Density functional theory investigation of adsorption and charge transfer of fungal polyketide mycotoxins on Si, N Co-doped carbon quantum dots
摘要
Silicon and nitrogen co-doped carbon quantum dots (SiN@CQDs) showed the strongest potential as a sensing platform for pathogen mycotoxins. Frontier molecular orbital analysis showed that SiN@CQD had the smallest intrinsic HOMO–LUMO gap (1.51 eV) compared to N@CQD and Si@CQD, indicating enhanced chemical softness, charge mobility, and reactivity. Adsorption of aflatoxin (AFT), dothistromin (DTM), and versicolorin (VCR) on SiN@CQD was spontaneous and thermodynamically favorable, with energies of − 2.62, − 2.81, and − 2.95 eV, respectively. Natural bond orbital analysis revealed strong bidirectional charge transfer between toxins and the quantum dot surface, with the VCR–SiN@CQD complex exhibiting the highest stabilization energy and smallest donor–acceptor gap. Density of states, atomic charge, and molecular electrostatic potential analyses further demonstrated pronounced charge redistribution near the Fermi level following adsorption. Quantum theory of atoms in molecules (QTAIM) and non-covalent interaction (NCI) results confirmed adsorption via hydrogen bonding, π–π stacking, and electrostatic interactions. Overall, these findings provide molecular-level evidence supporting SiN@CQD as a promising candidate to guide subsequent experimental design of toxin detection systems.

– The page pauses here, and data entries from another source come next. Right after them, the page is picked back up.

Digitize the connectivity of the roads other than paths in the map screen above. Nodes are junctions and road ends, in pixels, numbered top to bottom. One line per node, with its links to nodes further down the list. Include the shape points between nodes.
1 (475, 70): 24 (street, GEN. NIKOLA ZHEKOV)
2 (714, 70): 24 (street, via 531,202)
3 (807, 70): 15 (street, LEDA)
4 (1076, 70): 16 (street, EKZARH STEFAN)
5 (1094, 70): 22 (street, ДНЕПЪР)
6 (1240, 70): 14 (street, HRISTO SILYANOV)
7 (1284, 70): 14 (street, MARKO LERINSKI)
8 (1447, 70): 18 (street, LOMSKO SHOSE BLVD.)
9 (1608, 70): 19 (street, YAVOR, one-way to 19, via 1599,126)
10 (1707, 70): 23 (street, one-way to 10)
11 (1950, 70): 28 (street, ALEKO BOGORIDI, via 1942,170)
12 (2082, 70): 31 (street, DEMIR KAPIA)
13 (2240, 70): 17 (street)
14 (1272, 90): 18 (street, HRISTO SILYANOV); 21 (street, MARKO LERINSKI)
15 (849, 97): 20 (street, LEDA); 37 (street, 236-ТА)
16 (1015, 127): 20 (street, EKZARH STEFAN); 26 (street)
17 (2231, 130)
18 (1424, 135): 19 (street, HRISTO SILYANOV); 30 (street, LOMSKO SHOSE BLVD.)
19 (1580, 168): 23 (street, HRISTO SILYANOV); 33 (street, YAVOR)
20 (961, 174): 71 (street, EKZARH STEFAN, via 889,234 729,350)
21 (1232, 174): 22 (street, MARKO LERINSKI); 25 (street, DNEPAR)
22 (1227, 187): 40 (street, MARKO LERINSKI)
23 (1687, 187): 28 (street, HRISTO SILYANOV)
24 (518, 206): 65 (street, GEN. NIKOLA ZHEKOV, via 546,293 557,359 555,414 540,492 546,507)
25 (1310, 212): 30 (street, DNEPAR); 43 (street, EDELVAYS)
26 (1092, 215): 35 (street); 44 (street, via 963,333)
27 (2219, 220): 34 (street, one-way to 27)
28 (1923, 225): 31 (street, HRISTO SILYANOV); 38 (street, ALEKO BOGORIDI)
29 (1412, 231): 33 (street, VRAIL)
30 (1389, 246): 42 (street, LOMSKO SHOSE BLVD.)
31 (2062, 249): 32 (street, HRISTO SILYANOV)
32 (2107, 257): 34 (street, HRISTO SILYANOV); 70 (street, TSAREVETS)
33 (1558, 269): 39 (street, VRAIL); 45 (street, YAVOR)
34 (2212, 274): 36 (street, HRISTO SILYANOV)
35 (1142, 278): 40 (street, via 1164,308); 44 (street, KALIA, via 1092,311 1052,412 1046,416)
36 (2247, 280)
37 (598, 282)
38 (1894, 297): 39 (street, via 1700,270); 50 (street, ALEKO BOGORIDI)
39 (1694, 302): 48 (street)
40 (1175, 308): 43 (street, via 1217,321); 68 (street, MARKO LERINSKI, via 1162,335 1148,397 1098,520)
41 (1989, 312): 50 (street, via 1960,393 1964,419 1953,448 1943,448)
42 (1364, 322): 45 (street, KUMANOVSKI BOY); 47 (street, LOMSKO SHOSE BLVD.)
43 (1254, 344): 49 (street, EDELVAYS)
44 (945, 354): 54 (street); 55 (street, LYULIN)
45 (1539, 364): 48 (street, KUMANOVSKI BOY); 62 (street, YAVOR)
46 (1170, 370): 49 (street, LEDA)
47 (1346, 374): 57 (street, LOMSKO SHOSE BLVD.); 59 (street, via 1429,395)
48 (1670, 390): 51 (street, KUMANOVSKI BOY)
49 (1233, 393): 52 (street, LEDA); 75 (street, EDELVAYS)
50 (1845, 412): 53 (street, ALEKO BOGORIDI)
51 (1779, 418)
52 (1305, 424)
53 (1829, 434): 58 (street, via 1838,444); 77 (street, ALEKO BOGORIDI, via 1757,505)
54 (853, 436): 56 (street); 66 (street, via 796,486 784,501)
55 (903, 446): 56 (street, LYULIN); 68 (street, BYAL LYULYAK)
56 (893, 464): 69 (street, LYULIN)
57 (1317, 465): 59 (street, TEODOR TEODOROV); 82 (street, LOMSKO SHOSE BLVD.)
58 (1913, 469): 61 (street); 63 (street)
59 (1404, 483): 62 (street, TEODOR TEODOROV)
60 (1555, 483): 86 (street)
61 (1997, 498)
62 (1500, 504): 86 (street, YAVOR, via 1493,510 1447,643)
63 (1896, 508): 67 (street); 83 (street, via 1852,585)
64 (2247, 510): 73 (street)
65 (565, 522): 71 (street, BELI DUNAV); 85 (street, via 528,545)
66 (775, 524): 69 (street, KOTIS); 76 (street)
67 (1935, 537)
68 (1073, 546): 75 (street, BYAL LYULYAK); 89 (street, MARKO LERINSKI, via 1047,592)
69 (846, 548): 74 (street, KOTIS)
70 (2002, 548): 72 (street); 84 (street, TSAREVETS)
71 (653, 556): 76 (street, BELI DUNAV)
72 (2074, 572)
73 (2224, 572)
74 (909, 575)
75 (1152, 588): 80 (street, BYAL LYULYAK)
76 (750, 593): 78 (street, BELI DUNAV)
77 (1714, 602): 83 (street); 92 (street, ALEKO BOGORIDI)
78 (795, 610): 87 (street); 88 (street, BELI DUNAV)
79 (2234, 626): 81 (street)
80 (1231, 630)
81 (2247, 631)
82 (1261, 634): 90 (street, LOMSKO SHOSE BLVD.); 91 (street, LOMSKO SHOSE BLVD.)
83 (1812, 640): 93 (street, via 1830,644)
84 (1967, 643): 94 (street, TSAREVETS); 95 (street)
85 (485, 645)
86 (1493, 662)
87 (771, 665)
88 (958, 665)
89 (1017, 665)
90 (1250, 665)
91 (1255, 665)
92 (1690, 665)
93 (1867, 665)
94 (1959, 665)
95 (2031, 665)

MethodsAll calculations were performed using Gaussian 09 software. Density functional theory (DFT) computations were carried out using the PBE0 hybrid functional with Grimme’s D3 dispersion correction (PBE0-D3) and the Def2-SVP basis set. Natural bond orbital (NBO) analysis was carried out with NBO 3.0 to quantify charge transfer and donor–acceptor interactions. Quantum theory of atoms in molecules, NCI, and density of states (DOS) analyses were conducted using Multiwfn 3.8. Molecular orbitals, topological features, and isosurfaces were visualized using visual molecular dynamics (VMD). Finite CQD surface models were used to represent local adsorption environments.